» WHAT IS REQUIRED: Filter the records down to the lines that hold the word "void", and copy each of those lines.

» DATA FOR THIS EXERCISE:
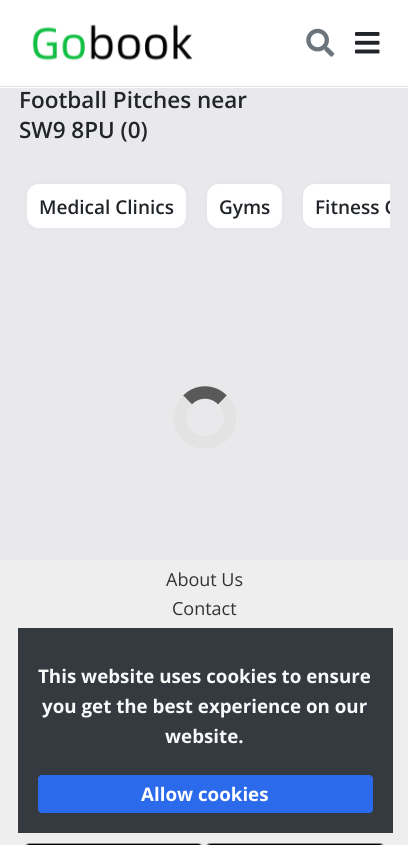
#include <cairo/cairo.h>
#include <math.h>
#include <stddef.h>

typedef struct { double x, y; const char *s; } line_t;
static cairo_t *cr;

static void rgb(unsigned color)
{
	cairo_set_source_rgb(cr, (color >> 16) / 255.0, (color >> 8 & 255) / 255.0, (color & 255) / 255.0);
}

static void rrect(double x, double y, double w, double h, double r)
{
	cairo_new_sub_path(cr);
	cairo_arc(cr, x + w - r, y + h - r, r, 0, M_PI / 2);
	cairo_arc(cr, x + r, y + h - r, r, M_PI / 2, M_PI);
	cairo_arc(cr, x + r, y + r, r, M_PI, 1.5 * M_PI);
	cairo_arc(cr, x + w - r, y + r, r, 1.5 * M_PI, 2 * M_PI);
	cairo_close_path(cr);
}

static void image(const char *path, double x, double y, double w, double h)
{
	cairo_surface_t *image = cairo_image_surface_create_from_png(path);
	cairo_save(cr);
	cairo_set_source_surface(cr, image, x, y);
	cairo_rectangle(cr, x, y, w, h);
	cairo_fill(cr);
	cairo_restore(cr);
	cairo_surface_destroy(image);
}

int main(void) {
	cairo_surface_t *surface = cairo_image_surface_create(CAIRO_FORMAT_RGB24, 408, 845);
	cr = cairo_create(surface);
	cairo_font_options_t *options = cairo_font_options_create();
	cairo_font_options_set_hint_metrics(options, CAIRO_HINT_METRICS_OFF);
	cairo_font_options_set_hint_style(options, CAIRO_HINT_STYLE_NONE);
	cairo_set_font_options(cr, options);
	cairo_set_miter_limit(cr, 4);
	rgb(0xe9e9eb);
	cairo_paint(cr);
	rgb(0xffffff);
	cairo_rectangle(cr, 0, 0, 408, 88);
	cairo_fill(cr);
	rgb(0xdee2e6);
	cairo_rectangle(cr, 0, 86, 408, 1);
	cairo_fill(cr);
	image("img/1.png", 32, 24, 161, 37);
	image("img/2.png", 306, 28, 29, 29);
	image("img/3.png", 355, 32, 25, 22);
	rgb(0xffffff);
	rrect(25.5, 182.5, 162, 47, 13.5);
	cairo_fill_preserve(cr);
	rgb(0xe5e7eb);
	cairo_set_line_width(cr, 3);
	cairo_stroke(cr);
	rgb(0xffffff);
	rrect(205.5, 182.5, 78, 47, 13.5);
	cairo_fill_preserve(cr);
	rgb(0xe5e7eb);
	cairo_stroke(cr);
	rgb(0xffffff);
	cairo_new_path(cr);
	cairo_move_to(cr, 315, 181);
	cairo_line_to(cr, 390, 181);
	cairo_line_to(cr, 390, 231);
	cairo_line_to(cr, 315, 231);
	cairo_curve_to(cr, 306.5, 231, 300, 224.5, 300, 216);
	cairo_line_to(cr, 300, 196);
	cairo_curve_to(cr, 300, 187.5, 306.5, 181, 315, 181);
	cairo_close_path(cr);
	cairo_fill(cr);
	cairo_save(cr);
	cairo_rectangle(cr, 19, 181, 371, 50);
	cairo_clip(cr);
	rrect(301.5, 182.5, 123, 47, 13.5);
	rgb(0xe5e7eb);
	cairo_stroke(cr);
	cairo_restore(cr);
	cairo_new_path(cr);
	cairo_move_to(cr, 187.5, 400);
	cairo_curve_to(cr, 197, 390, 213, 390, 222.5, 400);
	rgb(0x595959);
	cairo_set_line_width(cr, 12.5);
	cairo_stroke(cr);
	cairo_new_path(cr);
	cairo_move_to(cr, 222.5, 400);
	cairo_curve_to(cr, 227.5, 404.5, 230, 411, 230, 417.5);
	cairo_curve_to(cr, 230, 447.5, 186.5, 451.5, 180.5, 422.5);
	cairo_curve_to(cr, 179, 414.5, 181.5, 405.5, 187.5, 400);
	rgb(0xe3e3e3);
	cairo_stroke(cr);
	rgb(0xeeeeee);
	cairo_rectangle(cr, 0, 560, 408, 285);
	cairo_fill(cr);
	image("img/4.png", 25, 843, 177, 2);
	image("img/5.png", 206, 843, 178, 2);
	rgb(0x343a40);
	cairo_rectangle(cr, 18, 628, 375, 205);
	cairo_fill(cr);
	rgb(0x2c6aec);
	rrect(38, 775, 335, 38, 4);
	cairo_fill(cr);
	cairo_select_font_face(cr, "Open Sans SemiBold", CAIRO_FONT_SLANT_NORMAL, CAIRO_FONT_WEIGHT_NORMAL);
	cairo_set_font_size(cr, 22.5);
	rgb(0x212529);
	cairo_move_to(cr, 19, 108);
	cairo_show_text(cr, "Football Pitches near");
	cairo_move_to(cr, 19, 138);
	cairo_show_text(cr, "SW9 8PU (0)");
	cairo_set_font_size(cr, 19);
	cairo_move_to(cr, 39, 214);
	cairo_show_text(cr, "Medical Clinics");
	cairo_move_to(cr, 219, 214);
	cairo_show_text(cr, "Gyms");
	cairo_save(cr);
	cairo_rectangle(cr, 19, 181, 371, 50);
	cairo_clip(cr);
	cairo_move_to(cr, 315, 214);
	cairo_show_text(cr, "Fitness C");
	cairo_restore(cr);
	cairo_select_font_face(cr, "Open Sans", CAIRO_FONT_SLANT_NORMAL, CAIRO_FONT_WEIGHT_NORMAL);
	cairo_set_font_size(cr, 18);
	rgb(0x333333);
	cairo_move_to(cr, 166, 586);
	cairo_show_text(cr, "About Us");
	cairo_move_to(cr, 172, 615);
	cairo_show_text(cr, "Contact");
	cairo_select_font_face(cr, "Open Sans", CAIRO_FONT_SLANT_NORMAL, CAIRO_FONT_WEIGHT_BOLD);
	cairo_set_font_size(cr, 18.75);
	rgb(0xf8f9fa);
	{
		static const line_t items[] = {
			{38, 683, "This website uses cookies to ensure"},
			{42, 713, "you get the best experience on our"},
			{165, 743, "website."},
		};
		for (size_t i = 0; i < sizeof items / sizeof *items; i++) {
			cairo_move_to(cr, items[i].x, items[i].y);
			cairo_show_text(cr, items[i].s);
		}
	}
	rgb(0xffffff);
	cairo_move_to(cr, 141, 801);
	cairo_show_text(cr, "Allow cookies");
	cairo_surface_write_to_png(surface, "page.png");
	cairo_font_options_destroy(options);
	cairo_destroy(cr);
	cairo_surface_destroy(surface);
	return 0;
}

» EXERCISE SOLUTION:
static void rgb(unsigned color)
static void rrect(double x, double y, double w, double h, double r)
static void image(const char *path, double x, double y, double w, double h)
int main(void) {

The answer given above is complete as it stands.